Collected data:
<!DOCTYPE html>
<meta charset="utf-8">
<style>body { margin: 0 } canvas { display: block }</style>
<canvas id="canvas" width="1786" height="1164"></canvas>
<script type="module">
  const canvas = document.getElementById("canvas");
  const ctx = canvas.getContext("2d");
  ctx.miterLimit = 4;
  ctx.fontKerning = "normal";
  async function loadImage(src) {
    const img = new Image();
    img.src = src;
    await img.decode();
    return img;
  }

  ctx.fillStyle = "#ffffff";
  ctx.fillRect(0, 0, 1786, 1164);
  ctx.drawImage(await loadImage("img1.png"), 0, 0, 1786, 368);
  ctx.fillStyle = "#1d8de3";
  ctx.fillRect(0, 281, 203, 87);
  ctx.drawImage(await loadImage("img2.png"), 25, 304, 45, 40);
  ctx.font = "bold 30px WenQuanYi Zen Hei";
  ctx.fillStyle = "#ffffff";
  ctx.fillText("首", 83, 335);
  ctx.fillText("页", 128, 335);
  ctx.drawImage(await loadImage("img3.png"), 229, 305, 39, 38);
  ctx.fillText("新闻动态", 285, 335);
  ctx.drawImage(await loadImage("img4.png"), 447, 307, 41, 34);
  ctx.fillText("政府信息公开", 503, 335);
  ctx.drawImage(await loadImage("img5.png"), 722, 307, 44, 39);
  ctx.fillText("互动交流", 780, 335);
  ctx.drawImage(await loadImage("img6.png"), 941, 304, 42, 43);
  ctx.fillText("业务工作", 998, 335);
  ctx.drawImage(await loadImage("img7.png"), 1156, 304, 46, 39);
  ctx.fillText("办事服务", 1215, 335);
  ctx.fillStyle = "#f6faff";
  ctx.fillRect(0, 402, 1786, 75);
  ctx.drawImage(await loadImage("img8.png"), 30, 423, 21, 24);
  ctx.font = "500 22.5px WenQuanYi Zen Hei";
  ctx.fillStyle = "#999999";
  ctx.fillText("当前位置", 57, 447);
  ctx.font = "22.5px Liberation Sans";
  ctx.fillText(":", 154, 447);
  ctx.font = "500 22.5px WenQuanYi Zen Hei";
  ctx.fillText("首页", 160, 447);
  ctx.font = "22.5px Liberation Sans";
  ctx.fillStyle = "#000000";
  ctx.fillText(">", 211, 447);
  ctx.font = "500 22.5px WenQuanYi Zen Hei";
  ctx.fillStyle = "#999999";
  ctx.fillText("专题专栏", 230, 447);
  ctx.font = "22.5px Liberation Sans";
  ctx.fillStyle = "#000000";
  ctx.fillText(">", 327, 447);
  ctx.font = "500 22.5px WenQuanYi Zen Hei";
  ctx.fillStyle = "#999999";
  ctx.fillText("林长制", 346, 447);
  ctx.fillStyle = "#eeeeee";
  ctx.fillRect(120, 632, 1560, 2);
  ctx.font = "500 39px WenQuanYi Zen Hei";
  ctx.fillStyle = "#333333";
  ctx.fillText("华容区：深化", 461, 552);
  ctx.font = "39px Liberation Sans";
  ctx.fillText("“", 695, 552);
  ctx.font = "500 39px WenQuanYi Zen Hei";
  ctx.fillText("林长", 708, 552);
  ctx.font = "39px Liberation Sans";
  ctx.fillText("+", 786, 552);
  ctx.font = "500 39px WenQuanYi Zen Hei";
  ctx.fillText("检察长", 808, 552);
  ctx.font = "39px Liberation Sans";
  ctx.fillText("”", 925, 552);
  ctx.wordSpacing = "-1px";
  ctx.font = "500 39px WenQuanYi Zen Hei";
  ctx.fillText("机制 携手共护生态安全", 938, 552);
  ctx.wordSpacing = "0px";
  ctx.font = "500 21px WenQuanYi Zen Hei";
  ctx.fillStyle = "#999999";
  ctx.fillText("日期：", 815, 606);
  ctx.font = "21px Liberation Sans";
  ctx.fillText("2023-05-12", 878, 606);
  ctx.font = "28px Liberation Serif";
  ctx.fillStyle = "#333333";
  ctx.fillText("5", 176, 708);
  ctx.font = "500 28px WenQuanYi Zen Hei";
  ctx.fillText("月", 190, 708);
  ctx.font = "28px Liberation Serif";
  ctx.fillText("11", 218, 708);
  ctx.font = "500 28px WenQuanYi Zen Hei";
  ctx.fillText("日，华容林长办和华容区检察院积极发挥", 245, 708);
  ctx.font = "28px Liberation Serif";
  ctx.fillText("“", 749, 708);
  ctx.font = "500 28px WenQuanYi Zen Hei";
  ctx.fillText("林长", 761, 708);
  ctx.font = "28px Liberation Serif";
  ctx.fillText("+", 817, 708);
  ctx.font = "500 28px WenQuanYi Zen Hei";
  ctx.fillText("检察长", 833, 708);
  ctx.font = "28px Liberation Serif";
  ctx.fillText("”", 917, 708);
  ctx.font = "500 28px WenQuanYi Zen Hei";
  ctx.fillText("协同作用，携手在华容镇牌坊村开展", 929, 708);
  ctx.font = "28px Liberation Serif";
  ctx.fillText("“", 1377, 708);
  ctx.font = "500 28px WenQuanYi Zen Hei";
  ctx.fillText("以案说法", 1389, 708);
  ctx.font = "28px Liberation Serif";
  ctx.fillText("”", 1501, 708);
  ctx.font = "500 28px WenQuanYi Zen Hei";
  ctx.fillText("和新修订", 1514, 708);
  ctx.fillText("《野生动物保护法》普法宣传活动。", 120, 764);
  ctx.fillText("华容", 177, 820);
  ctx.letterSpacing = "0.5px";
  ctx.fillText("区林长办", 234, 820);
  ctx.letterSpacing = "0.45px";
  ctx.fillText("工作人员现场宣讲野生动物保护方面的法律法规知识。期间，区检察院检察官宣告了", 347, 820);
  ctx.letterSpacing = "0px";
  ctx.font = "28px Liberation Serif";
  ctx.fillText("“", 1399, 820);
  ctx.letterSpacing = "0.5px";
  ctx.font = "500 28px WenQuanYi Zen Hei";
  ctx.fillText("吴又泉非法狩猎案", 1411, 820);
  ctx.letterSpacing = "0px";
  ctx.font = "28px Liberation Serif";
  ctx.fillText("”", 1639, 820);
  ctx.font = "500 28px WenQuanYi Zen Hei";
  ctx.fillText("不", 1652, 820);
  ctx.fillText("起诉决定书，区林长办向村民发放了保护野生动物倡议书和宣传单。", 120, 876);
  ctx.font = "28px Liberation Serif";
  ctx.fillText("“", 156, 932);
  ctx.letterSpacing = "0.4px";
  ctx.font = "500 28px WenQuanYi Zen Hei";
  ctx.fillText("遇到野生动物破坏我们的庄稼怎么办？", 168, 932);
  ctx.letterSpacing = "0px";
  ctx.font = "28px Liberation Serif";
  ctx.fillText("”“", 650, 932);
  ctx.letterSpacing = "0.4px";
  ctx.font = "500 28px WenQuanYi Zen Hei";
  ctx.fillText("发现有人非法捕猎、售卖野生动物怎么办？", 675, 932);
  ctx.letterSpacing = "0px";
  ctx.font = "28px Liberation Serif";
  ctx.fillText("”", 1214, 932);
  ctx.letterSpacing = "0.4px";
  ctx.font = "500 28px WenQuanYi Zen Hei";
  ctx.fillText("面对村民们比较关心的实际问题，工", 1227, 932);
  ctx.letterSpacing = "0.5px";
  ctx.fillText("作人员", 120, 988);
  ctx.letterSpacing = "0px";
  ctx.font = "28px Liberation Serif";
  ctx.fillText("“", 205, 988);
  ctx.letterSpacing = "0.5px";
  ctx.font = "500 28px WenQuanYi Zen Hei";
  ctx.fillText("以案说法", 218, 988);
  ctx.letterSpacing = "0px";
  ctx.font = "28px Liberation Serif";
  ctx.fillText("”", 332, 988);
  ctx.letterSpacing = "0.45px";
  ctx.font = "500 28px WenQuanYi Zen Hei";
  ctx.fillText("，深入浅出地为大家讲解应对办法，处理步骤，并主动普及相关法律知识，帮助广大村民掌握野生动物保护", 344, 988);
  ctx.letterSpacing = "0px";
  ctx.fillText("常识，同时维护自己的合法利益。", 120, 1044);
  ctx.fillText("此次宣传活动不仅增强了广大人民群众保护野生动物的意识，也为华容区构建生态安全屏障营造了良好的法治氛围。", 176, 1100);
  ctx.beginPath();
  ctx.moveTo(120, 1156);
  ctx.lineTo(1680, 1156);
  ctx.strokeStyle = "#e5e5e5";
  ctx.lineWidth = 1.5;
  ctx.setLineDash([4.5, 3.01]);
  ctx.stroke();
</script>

| What this task involves |
Whenever the word "wordSpacing" shows up in a line above, copy that line.

| Result |
  ctx.wordSpacing = "-1px";
  ctx.wordSpacing = "0px";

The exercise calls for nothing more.